■ **Your task**
In full and without alteration, print the entries that follow.

■ **Records for this exercise**
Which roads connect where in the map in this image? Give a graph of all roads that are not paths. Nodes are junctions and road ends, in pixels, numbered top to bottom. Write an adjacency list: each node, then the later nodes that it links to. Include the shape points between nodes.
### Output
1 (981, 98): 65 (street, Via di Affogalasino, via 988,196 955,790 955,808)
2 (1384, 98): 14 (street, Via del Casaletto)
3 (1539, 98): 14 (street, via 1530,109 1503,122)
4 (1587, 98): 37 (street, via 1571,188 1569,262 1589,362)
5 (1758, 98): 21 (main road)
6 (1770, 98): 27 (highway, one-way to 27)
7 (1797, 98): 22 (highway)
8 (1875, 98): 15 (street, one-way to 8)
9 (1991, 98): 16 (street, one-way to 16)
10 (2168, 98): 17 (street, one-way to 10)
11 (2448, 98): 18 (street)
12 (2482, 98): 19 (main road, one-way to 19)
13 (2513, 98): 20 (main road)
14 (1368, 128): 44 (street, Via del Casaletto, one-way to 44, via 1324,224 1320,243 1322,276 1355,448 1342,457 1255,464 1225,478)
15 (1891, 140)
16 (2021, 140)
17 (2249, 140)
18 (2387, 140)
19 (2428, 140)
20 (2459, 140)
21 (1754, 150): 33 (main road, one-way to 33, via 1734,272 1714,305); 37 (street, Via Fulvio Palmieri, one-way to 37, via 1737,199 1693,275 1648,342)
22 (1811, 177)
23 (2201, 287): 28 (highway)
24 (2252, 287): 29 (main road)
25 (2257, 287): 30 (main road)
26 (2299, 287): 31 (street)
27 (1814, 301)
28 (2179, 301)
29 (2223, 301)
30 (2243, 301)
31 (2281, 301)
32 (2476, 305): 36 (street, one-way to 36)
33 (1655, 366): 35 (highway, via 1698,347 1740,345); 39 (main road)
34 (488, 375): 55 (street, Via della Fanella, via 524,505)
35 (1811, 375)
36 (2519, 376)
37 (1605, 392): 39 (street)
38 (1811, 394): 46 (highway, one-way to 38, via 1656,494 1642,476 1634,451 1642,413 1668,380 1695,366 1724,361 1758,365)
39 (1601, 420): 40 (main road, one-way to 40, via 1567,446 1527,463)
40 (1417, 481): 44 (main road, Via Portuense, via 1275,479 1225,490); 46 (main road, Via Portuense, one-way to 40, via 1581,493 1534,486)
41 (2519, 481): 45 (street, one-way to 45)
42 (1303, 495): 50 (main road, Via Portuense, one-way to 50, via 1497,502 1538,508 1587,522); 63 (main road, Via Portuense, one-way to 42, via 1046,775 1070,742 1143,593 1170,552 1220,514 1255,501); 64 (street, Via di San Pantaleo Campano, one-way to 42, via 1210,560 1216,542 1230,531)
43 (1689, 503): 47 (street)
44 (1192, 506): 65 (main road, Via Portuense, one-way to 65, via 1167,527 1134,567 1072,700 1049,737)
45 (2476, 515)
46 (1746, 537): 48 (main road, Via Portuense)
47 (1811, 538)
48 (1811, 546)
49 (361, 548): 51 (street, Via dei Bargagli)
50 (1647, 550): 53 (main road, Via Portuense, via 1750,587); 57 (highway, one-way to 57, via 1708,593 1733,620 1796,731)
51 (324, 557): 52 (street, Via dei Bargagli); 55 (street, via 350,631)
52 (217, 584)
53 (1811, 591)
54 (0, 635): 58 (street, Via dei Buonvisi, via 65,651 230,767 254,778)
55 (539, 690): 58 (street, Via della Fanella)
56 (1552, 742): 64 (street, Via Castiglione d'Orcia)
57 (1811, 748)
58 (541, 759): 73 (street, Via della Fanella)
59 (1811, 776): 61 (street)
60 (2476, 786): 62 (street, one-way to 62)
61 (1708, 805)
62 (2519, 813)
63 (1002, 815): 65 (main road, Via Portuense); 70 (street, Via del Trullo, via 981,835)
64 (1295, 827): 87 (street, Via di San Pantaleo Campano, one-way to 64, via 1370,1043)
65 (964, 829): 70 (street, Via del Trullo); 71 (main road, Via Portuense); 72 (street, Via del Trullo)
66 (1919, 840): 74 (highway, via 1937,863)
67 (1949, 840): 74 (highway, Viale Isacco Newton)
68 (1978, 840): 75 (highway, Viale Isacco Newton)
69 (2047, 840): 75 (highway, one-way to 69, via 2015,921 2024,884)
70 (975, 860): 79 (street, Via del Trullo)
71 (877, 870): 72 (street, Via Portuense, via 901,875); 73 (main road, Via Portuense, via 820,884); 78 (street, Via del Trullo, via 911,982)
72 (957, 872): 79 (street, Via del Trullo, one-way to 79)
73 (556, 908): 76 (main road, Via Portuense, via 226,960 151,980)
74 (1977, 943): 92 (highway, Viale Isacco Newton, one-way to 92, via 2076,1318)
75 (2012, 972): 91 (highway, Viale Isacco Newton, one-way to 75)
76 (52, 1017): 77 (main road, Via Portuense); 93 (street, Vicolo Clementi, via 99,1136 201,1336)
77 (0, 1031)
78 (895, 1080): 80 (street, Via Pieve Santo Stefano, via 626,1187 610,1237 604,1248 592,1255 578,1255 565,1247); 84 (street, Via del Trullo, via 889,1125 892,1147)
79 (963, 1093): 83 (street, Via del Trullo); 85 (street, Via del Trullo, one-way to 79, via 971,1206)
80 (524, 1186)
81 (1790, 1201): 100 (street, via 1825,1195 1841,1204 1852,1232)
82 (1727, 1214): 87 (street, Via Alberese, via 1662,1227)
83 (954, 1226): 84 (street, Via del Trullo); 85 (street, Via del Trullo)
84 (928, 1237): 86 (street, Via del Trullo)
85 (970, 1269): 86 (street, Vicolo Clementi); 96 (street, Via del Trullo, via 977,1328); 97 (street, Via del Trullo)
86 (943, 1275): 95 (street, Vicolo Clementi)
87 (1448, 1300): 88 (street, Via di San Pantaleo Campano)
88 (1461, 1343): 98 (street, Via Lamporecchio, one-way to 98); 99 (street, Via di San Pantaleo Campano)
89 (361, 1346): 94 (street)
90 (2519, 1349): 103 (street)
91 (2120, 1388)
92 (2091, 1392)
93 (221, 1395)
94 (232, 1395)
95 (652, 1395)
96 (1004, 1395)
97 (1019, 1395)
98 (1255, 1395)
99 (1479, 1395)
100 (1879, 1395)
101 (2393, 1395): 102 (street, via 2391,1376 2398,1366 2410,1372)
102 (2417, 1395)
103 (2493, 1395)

■ **Answer to the exercise**
Which roads connect where in the map in this image? Give a graph of all roads that are not paths. Nodes are junctions and road ends, in pixels, numbered top to bottom. Write an adjacency list: each node, then the later nodes that it links to. Include the shape points between nodes.
### Output
1 (981, 98): 65 (street, Via di Affogalasino, via 988,196 955,790 955,808)
2 (1384, 98): 14 (street, Via del Casaletto)
3 (1539, 98): 14 (street, via 1530,109 1503,122)
4 (1587, 98): 37 (street, via 1571,188 1569,262 1589,362)
5 (1758, 98): 21 (main road)
6 (1770, 98): 27 (highway, one-way to 27)
7 (1797, 98): 22 (highway)
8 (1875, 98): 15 (street, one-way to 8)
9 (1991, 98): 16 (street, one-way to 16)
10 (2168, 98): 17 (street, one-way to 10)
11 (2448, 98): 18 (street)
12 (2482, 98): 19 (main road, one-way to 19)
13 (2513, 98): 20 (main road)
14 (1368, 128): 44 (street, Via del Casaletto, one-way to 44, via 1324,224 1320,243 1322,276 1355,448 1342,457 1255,464 1225,478)
15 (1891, 140)
16 (2021, 140)
17 (2249, 140)
18 (2387, 140)
19 (2428, 140)
20 (2459, 140)
21 (1754, 150): 33 (main road, one-way to 33, via 1734,272 1714,305); 37 (street, Via Fulvio Palmieri, one-way to 37, via 1737,199 1693,275 1648,342)
22 (1811, 177)
23 (2201, 287): 28 (highway)
24 (2252, 287): 29 (main road)
25 (2257, 287): 30 (main road)
26 (2299, 287): 31 (street)
27 (1814, 301)
28 (2179, 301)
29 (2223, 301)
30 (2243, 301)
31 (2281, 301)
32 (2476, 305): 36 (street, one-way to 36)
33 (1655, 366): 35 (highway, via 1698,347 1740,345); 39 (main road)
34 (488, 375): 55 (street, Via della Fanella, via 524,505)
35 (1811, 375)
36 (2519, 376)
37 (1605, 392): 39 (street)
38 (1811, 394): 46 (highway, one-way to 38, via 1656,494 1642,476 1634,451 1642,413 1668,380 1695,366 1724,361 1758,365)
39 (1601, 420): 40 (main road, one-way to 40, via 1567,446 1527,463)
40 (1417, 481): 44 (main road, Via Portuense, via 1275,479 1225,490); 46 (main road, Via Portuense, one-way to 40, via 1581,493 1534,486)
41 (2519, 481): 45 (street, one-way to 45)
42 (1303, 495): 50 (main road, Via Portuense, one-way to 50, via 1497,502 1538,508 1587,522); 63 (main road, Via Portuense, one-way to 42, via 1046,775 1070,742 1143,593 1170,552 1220,514 1255,501); 64 (street, Via di San Pantaleo Campano, one-way to 42, via 1210,560 1216,542 1230,531)
43 (1689, 503): 47 (street)
44 (1192, 506): 65 (main road, Via Portuense, one-way to 65, via 1167,527 1134,567 1072,700 1049,737)
45 (2476, 515)
46 (1746, 537): 48 (main road, Via Portuense)
47 (1811, 538)
48 (1811, 546)
49 (361, 548): 51 (street, Via dei Bargagli)
50 (1647, 550): 53 (main road, Via Portuense, via 1750,587); 57 (highway, one-way to 57, via 1708,593 1733,620 1796,731)
51 (324, 557): 52 (street, Via dei Bargagli); 55 (street, via 350,631)
52 (217, 584)
53 (1811, 591)
54 (0, 635): 58 (street, Via dei Buonvisi, via 65,651 230,767 254,778)
55 (539, 690): 58 (street, Via della Fanella)
56 (1552, 742): 64 (street, Via Castiglione d'Orcia)
57 (1811, 748)
58 (541, 759): 73 (street, Via della Fanella)
59 (1811, 776): 61 (street)
60 (2476, 786): 62 (street, one-way to 62)
61 (1708, 805)
62 (2519, 813)
63 (1002, 815): 65 (main road, Via Portuense); 70 (street, Via del Trullo, via 981,835)
64 (1295, 827): 87 (street, Via di San Pantaleo Campano, one-way to 64, via 1370,1043)
65 (964, 829): 70 (street, Via del Trullo); 71 (main road, Via Portuense); 72 (street, Via del Trullo)
66 (1919, 840): 74 (highway, via 1937,863)
67 (1949, 840): 74 (highway, Viale Isacco Newton)
68 (1978, 840): 75 (highway, Viale Isacco Newton)
69 (2047, 840): 75 (highway, one-way to 69, via 2015,921 2024,884)
70 (975, 860): 79 (street, Via del Trullo)
71 (877, 870): 72 (street, Via Portuense, via 901,875); 73 (main road, Via Portuense, via 820,884); 78 (street, Via del Trullo, via 911,982)
72 (957, 872): 79 (street, Via del Trullo, one-way to 79)
73 (556, 908): 76 (main road, Via Portuense, via 226,960 151,980)
74 (1977, 943): 92 (highway, Viale Isacco Newton, one-way to 92, via 2076,1318)
75 (2012, 972): 91 (highway, Viale Isacco Newton, one-way to 75)
76 (52, 1017): 77 (main road, Via Portuense); 93 (street, Vicolo Clementi, via 99,1136 201,1336)
77 (0, 1031)
78 (895, 1080): 80 (street, Via Pieve Santo Stefano, via 626,1187 610,1237 604,1248 592,1255 578,1255 565,1247); 84 (street, Via del Trullo, via 889,1125 892,1147)
79 (963, 1093): 83 (street, Via del Trullo); 85 (street, Via del Trullo, one-way to 79, via 971,1206)
80 (524, 1186)
81 (1790, 1201): 100 (street, via 1825,1195 1841,1204 1852,1232)
82 (1727, 1214): 87 (street, Via Alberese, via 1662,1227)
83 (954, 1226): 84 (street, Via del Trullo); 85 (street, Via del Trullo)
84 (928, 1237): 86 (street, Via del Trullo)
85 (970, 1269): 86 (street, Vicolo Clementi); 96 (street, Via del Trullo, via 977,1328); 97 (street, Via del Trullo)
86 (943, 1275): 95 (street, Vicolo Clementi)
87 (1448, 1300): 88 (street, Via di San Pantaleo Campano)
88 (1461, 1343): 98 (street, Via Lamporecchio, one-way to 98); 99 (street, Via di San Pantaleo Campano)
89 (361, 1346): 94 (street)
90 (2519, 1349): 103 (street)
91 (2120, 1388)
92 (2091, 1392)
93 (221, 1395)
94 (232, 1395)
95 (652, 1395)
96 (1004, 1395)
97 (1019, 1395)
98 (1255, 1395)
99 (1479, 1395)
100 (1879, 1395)
101 (2393, 1395): 102 (street, via 2391,1376 2398,1366 2410,1372)
102 (2417, 1395)
103 (2493, 1395)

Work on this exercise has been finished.